## Exercise goal
The answer must be every line of the records below that holds the word "graph".

## Information

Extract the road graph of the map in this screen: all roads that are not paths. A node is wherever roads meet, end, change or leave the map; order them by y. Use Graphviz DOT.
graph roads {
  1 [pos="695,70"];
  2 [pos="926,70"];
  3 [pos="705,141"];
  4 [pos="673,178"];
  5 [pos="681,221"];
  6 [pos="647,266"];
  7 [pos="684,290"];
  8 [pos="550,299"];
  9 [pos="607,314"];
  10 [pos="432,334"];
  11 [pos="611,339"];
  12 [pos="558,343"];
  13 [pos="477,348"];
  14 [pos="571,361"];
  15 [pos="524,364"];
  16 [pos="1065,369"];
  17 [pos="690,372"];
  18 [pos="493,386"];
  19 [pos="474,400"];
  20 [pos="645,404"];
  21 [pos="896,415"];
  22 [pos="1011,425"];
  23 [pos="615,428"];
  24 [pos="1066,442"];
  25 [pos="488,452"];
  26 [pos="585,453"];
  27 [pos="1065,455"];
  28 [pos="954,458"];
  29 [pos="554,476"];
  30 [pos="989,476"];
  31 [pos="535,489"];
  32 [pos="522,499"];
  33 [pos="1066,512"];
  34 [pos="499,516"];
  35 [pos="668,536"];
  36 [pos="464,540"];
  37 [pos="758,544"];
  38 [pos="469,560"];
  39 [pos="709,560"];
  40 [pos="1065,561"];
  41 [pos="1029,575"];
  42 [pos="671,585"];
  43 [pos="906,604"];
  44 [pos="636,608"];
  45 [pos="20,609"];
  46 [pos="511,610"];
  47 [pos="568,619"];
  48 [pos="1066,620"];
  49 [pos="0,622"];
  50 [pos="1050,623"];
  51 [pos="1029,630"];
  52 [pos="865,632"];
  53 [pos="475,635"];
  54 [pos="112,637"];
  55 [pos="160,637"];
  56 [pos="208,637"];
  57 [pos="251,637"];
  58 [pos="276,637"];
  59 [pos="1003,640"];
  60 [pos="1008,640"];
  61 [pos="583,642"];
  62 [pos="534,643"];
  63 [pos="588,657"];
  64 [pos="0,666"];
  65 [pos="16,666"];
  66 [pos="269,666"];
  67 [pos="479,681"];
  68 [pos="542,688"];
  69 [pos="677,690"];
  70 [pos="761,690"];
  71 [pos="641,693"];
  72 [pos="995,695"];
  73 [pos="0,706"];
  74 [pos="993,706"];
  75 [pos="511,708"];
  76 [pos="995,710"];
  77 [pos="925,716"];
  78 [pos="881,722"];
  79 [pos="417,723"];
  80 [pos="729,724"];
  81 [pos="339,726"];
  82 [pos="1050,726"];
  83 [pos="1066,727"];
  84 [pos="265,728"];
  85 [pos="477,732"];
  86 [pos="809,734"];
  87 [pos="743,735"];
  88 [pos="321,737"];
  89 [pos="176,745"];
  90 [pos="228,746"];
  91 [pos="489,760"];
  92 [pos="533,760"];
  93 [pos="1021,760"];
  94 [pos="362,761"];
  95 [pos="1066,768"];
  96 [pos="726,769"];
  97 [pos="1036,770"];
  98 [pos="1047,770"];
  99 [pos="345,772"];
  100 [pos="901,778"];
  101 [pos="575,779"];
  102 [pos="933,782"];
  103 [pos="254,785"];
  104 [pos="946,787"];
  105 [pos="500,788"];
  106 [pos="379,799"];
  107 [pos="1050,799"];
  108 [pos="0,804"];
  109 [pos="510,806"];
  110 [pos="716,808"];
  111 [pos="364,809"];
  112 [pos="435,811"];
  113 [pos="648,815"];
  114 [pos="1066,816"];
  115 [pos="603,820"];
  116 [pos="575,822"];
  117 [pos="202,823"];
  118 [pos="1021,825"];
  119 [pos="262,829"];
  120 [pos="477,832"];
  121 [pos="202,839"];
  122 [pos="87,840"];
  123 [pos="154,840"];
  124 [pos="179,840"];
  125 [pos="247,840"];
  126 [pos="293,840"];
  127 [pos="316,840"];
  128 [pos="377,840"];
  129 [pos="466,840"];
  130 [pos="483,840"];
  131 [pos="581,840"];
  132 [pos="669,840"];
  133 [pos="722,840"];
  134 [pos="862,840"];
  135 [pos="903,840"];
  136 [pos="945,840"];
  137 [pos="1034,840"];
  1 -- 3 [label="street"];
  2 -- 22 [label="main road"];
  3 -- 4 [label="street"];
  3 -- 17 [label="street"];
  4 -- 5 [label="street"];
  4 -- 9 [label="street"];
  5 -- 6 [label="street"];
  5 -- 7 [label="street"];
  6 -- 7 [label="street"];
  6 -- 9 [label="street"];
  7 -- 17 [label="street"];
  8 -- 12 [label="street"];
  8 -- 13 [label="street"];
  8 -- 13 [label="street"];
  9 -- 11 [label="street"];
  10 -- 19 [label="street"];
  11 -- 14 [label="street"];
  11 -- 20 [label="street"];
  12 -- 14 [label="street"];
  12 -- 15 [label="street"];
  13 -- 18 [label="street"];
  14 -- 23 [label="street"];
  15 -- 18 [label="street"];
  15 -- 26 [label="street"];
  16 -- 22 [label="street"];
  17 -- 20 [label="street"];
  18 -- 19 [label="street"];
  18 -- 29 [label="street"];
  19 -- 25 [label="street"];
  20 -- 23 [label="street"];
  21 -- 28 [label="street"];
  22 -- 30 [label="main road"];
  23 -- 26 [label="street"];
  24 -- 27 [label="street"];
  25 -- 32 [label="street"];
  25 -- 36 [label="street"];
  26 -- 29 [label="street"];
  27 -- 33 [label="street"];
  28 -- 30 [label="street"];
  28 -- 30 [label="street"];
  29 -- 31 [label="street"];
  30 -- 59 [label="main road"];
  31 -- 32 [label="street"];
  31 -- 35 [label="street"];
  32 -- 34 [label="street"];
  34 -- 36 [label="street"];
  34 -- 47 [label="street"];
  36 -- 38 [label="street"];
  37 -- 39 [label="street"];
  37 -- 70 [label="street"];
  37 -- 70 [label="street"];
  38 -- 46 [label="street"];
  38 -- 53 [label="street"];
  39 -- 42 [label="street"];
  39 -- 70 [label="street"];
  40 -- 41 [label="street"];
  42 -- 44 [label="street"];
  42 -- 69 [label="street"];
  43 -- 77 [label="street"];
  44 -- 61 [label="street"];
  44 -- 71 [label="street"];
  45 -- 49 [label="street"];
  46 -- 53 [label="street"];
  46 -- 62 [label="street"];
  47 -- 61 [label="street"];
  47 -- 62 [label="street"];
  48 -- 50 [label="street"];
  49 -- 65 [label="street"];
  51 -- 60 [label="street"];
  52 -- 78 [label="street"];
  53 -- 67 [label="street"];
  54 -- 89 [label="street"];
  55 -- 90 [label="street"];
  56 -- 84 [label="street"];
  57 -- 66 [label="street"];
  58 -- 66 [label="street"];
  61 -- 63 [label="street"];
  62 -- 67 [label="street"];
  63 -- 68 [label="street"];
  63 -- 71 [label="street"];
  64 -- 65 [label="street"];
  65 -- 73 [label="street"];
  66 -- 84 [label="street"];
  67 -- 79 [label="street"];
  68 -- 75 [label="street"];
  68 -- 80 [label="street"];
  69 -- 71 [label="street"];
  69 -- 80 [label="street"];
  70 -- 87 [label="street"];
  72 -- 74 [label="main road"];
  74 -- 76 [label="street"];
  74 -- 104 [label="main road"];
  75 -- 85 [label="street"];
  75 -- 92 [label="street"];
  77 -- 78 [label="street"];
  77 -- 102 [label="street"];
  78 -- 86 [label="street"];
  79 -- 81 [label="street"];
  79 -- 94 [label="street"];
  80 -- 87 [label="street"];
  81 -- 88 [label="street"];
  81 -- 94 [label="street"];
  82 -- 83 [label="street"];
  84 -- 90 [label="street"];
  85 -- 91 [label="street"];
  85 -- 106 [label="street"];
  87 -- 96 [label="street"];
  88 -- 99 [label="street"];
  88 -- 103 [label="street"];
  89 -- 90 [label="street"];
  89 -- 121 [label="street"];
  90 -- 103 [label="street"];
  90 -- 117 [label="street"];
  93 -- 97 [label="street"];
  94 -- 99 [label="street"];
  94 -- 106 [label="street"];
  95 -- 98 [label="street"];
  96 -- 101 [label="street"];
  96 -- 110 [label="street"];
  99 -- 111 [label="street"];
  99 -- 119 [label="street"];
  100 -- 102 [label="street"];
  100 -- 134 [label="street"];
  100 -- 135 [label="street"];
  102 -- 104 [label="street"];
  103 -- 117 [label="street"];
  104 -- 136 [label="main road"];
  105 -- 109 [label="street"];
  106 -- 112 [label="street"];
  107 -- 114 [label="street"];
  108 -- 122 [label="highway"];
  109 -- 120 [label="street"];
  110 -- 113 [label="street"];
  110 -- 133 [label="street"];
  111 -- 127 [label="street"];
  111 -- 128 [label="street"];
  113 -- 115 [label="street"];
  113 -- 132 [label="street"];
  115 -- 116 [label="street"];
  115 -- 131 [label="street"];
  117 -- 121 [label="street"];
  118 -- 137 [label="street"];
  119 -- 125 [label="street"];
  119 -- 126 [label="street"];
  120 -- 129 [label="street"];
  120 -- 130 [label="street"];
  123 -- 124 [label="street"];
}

## Solution below
Extract the road graph of the map in this screen: all roads that are not paths. A node is wherever roads meet, end, change or leave the map; order them by y. Use Graphviz DOT.
graph roads {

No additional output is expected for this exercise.